This expansion has been made possible by major advances in the field’s two workhorse technologies: nuclear magnetic resonance, or NMR, and mass spectrometry. Both techniques can reveal information about the mass and structure of individual molecules, as well as the composition of complex molecular mixtures. Over the past couple decades, these machines have become significantly more powerful, capable of detecting more metabolites in a sample, while requiring smaller sample volumes.

But the human metabolome has remained a relative scientific frontier. Unlike in genetics, where efforts such as the Human Genome Project led to vast libraries of freely accessible data as early as 2003, scientists have had few resources to make sense of metabolites. The equipment necessary to measure and analyze them is large and expensive, and the resulting data streams can overwhelm even the best-equipped lab. Only in the past five years have scientists begun to piece together a roadmap, assembling databases of known metabolites to aid researchers in making sense of their data.

One of first researchers to join in that quest was John Markley, a biochemistry professor and director of the Nuclear Magnetic Resonance Facility at Madison (NMRFAM). Housed in the basement of the Biochemistry Addition, NMRFAM looks like a set from a James Bond movie, a vast, hangar-like room lined with gleaming domed machines. That equipment offers researchers the power and sensitivity to break a sample of blood or urine down into a roster of metabolites. Recognizing this unique capacity, Markley applied in 2004 for funding from a special National Institutes of Health Roadmap initiative called Metabolomics Technology Development to begin building tools to advance the field.

“We proposed that one of the major roadblocks in the field was the lack of a database containing data about pure, bona fide metabolites, as well as a lack of methods to rapidly collect and analyze data,” says Markley. “So that’s what we’ve been doing ever since.”

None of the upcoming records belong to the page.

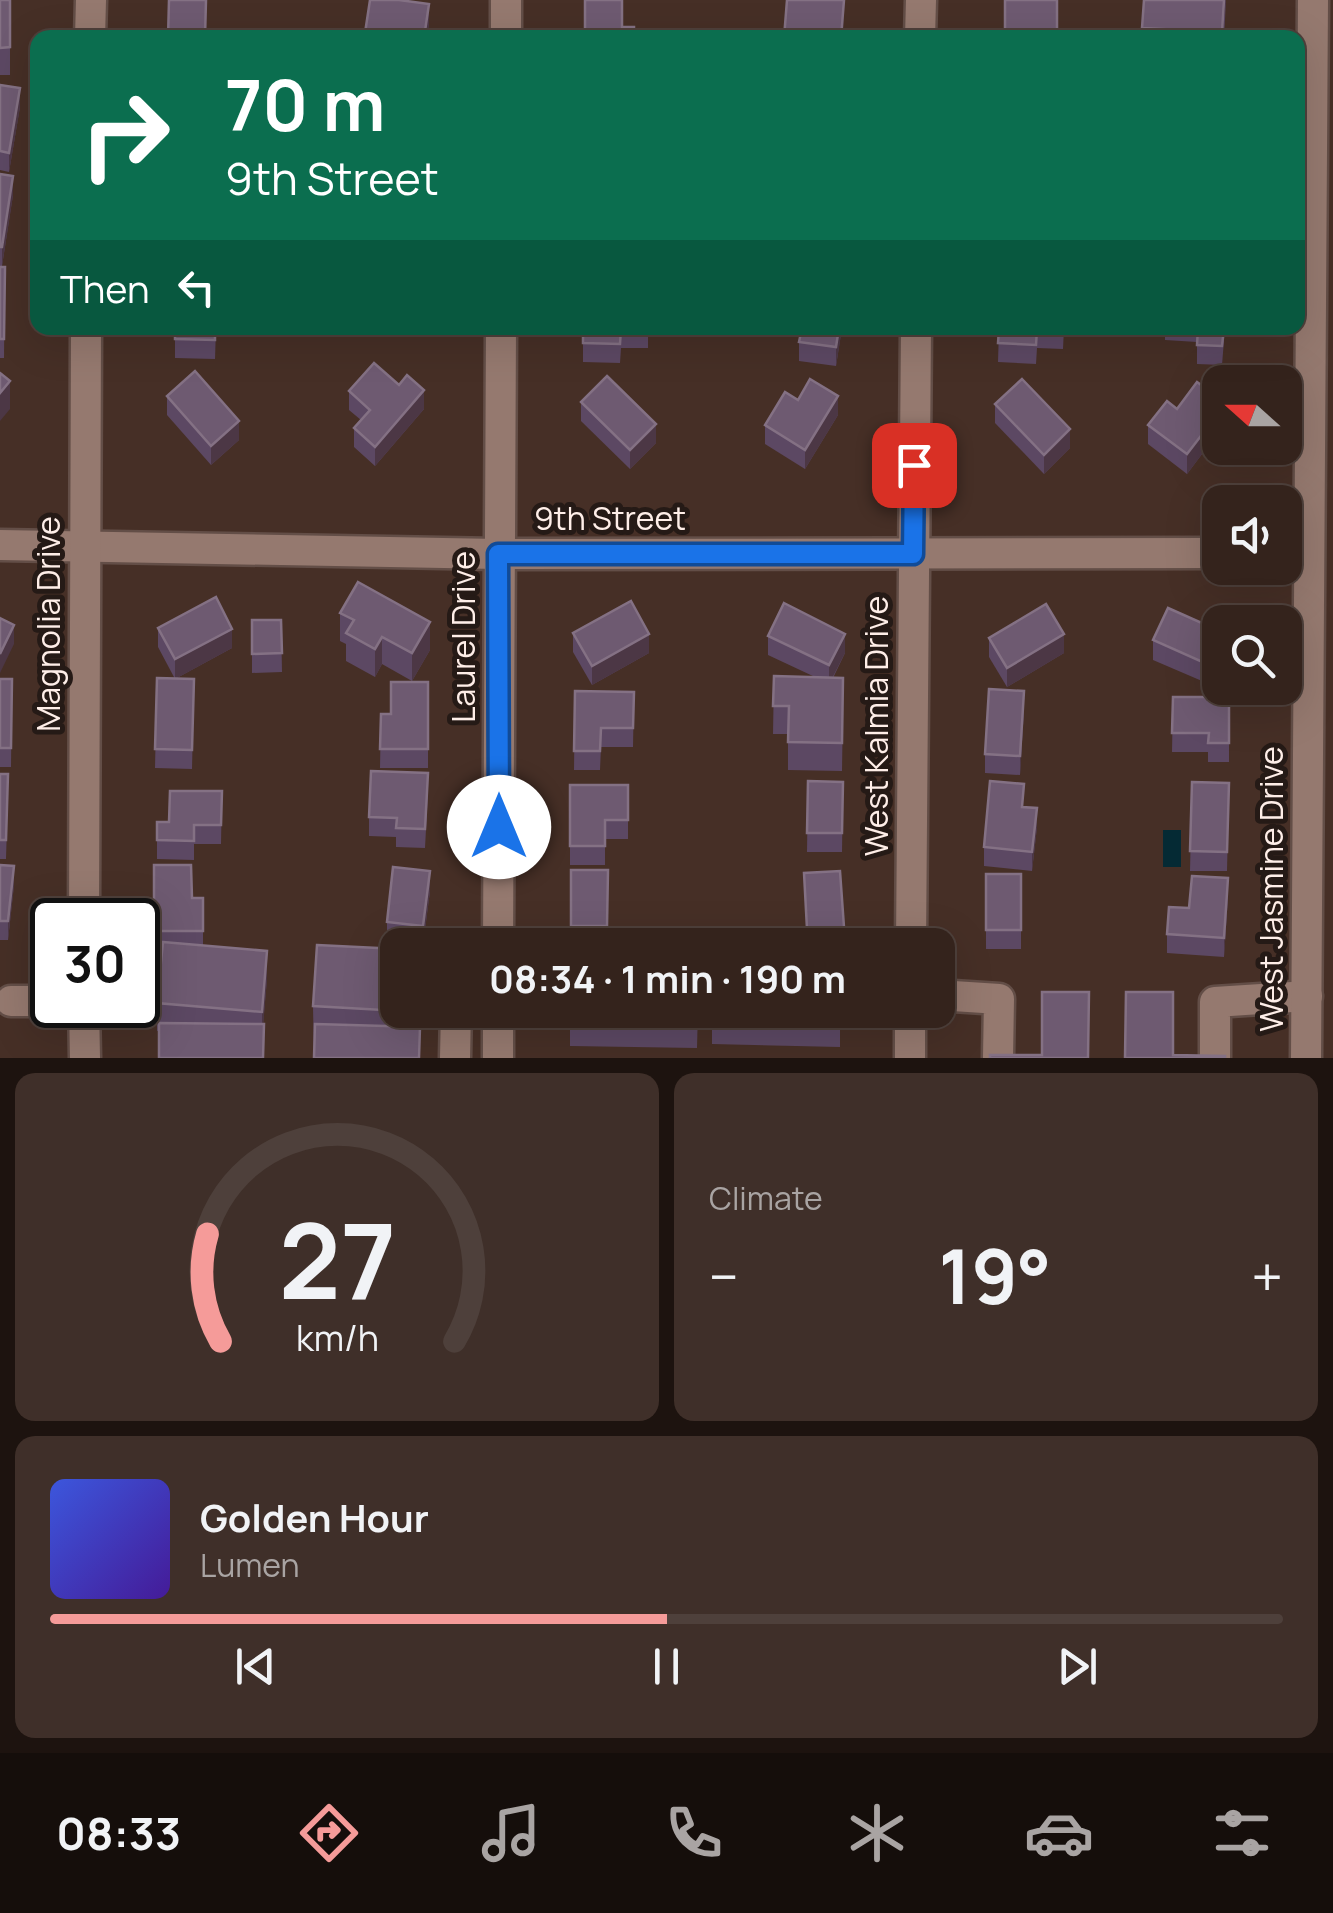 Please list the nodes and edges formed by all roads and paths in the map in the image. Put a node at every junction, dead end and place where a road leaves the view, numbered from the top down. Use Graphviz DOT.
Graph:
graph roads {
  1 [pos="91,0"];
  2 [pos="506,0"];
  3 [pos="921,0"];
  4 [pos="1313,0"];
  5 [pos="90,30"];
  6 [pos="506,30"];
  7 [pos="920,30"];
  8 [pos="86,335"];
  9 [pos="501,335"];
  10 [pos="916,335"];
  11 [pos="82,543"];
  12 [pos="0,545"];
  13 [pos="1202,553"];
  14 [pos="1309,553"];
  15 [pos="498,554"];
  16 [pos="913,554"];
  17 [pos="84,898"];
  18 [pos="498,928"];
  19 [pos="911,928"];
  20 [pos="955,996"];
  21 [pos="1306,996"];
  22 [pos="11,1001"];
  23 [pos="30,1001"];
  24 [pos="84,1028"];
  25 [pos="456,1028"];
  26 [pos="498,1028"];
  27 [pos="910,1028"];
  28 [pos="84,1058"];
  29 [pos="455,1058"];
  30 [pos="498,1058"];
  31 [pos="910,1058"];
  32 [pos="998,1058"];
  33 [pos="1215,1058"];
  34 [pos="1306,1058"];
  1 -- 5 [label="street"];
  2 -- 6 [label="street"];
  3 -- 7 [label="street"];
  4 -- 14 [label="street, West Jasmine Drive"];
  8 -- 11 [label="street, Magnolia Drive"];
  9 -- 15 [label="street, Laurel Drive"];
  10 -- 16 [label="street, West Kalmia Drive"];
  11 -- 12 [label="street, 9th Street"];
  11 -- 15 [label="street, 9th Street"];
  11 -- 17 [label="street, Magnolia Drive"];
  13 -- 16 [label="street, 9th Street"];
  14 -- 21 [label="street, West Jasmine Drive"];
  15 -- 16 [label="street, 9th Street"];
  15 -- 18 [label="street, Laurel Drive"];
  16 -- 19 [label="street, West Kalmia Drive"];
  20 -- 32 [label="street"];
  21 -- 33 [label="street"];
  21 -- 34 [label="street, West Jasmine Drive"];
  22 -- 23 [label="street"];
  24 -- 28 [label="street"];
  25 -- 29 [label="street"];
  26 -- 30 [label="street"];
  27 -- 31 [label="street"];
} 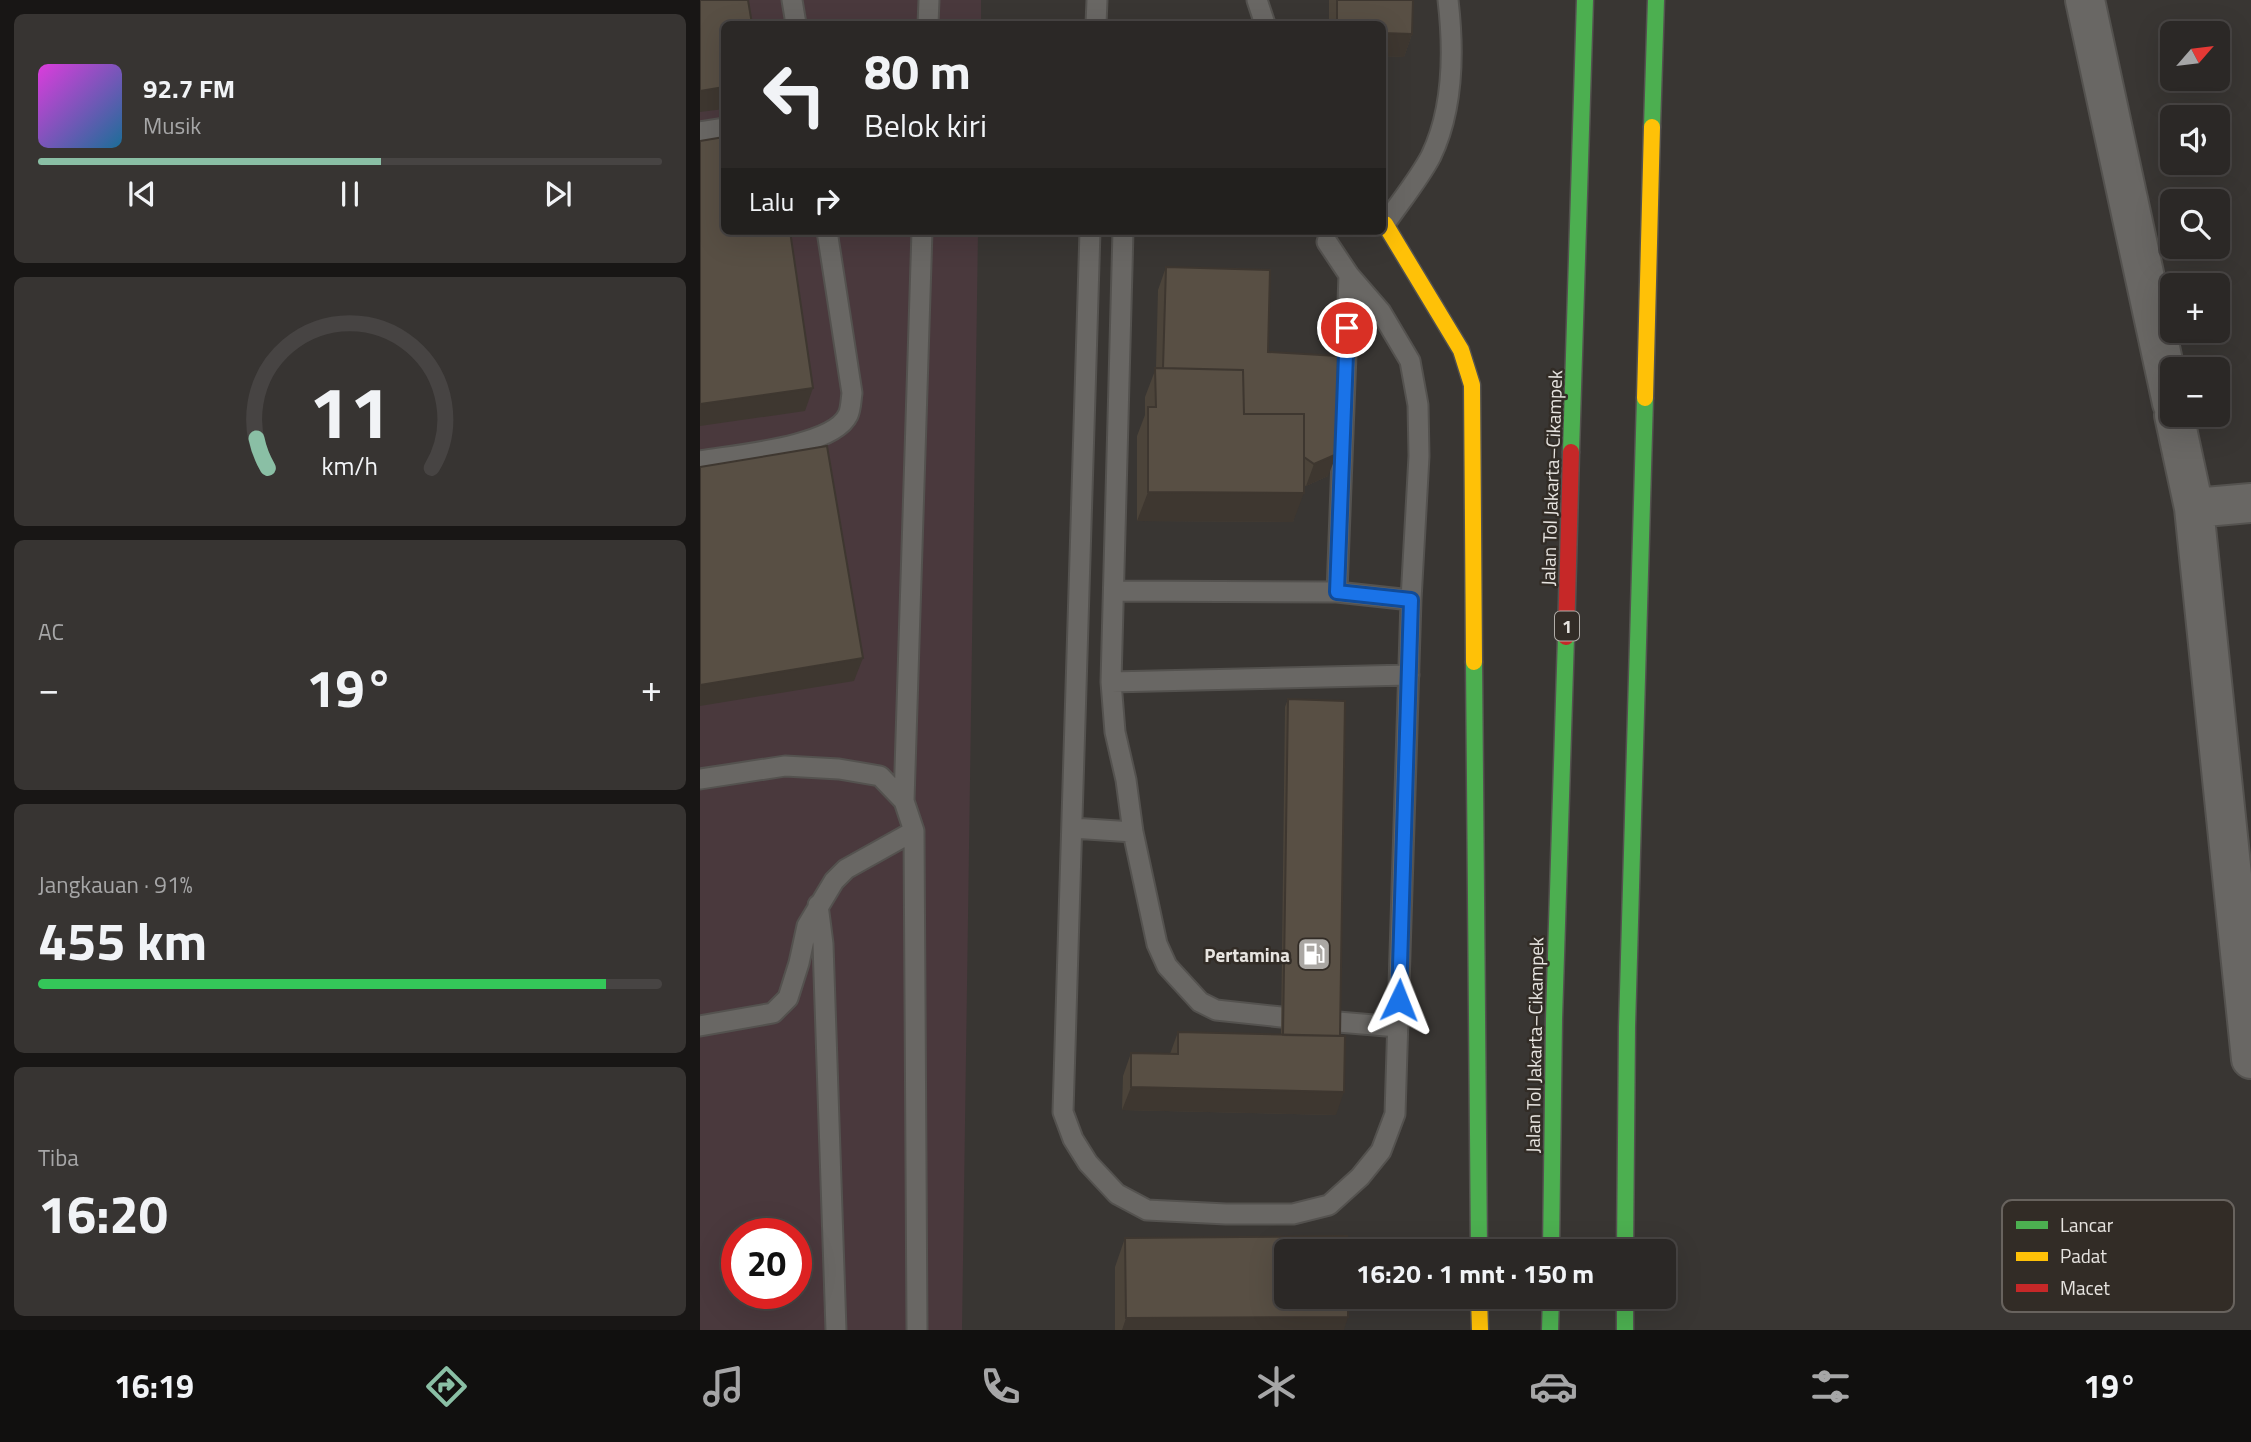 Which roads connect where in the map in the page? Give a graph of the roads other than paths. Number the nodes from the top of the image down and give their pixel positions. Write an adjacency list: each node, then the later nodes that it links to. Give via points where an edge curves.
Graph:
1 (792, 0): 9 (lane)
2 (929, 0): 10 (lane)
3 (1097, 0): 11 (lane)
4 (1257, 0): 12 (lane)
5 (1448, 0): 15 (lane, via 1451,76 1444,121 1431,156)
6 (1585, 0): 45 (highway, Jalan Tol Jakarta–Cikampek / 1)
7 (1656, 0): 46 (highway)
8 (2085, 0): 23 (street)
9 (796, 21)
10 (928, 21)
11 (1096, 21)
12 (1264, 21)
13 (721, 128): 14 (lane)
14 (700, 132)
15 (1386, 218)
16 (1386, 224): 44 (highway, via 1461,350 1472,385)
17 (828, 235): 25 (lane, via 852,393 849,414 822,436)
18 (922, 235): 34 (lane)
19 (1090, 235): 35 (lane)
20 (1123, 235): 28 (lane)
21 (1327, 242): 22 (lane)
22 (1349, 275): 29 (lane); 30 (lane, via 1381,312 1410,361 1418,405 1419,456)
23 (2162, 357)
24 (2177, 427): 27 (street)
25 (700, 461)
26 (2251, 503): 27 (street)
27 (2194, 508): 43 (street)
28 (1115, 591): 29 (lane); 32 (lane)
29 (1337, 592): 30 (lane)
30 (1411, 600): 31 (lane)
31 (1409, 675): 32 (lane); 42 (lane)
32 (1111, 682): 37 (lane)
33 (700, 779): 34 (lane, via 785,766 839,769 880,776)
34 (904, 801): 36 (lane)
35 (1072, 828): 37 (lane); 42 (lane, via 1063,1112 1088,1163 1117,1194 1147,1210 1293,1213 1329,1205 1381,1151 1395,1114)
36 (914, 831): 38 (lane, via 846,869); 51 (lane)
37 (1133, 832): 39 (lane, via 1157,944 1167,966 1200,1002 1216,1010)
38 (818, 905): 41 (lane, via 807,926 788,998 773,1013); 50 (lane)
39 (1281, 1017)
40 (1338, 1022): 42 (lane)
41 (700, 1026)
42 (1398, 1027)
43 (2251, 1059)
44 (1479, 1239)
45 (1551, 1239)
46 (1625, 1239)
47 (1479, 1309): 52 (highway)
48 (1550, 1309): 53 (highway)
49 (1625, 1309): 54 (highway)
50 (836, 1330)
51 (917, 1330)
52 (1480, 1330)
53 (1550, 1330)
54 (1625, 1330)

NMRFAM has now run more than 700 pure metabolites through its machines, compiling the data in a free, online database. Scientists are beginning to use the data—and NMRFAM’s technology—for a range of applications that extend well beyond human health. The aim of one of the facility’s projects is to compile a database of all the molecular constituents found in the plant cell wall, to aid researchers trying to unlock new forms of renewable energy from plants.

“Our major emphasis has been to get the technology in hand and get our database set up,” says Markley. “What excites me now is being able to apply the technology that we’ve developed to studies that are well-defined, and where we can use this approach to get solid information.”

Assadi-Porter’s PCOS project is the second such study to emerge from Markley’s lab. She first explored the power of metabolomics to monitor the progression of sepsis, a type of bacterial infection that sparks a dangerous, whole-body inflammatory response. She chose sepsis because the current testing technology is woefully inadequate. “By the time a doctor determines a person has sepsis,” she explains, “they are on the knife’s edge.”

With animal sciences professor Mark Cook and zoologist Warren Porter, Assadi-Porter began analyzing metabolites in the breath associated with sepsis. In experiments with mice, the team was able to detect sepsis two hours after the onset of infection, hours earlier than previously possible. They later found the same results in rats and chickens. The team patented its “breathalyzer” technology and then founded a medical devices company to develop it into a viable product for at-risk patients.

Assadi-Porter’s sepsis project highlights one of the main advantages of metabolomics: its acute sensitivity to what’s happening inside the body at a given moment. And that plasticity has some scientists saying that metabolomics could turn out to be the missing link in delivering on the promise of personalized medicine.

The idea at the root of personalized medicine is that every body functions a little differently, and what works for one may not at all work for another. Many people believed that the sequencing of the human genome would unlock this great vault of individuality, yielding a master guide that would tell us how to diagnose conditions and prescribe therapies that optimally fit each person’s unique genetic makeup. But while genes reveal a surfeit of information about inherited conditions—such as a patient’s predisposition to breast or colon cancer—most of our day-to-day maladies are not hard-wired into our genetic code. To get a complete understanding of the processes that govern our bodies, we need to look not just at our genome, but at the other –omes: the transcriptome, which describes all of the protein-encoding RNA molecules in our cells; the proteome, our complete set of proteins; and the metabolome.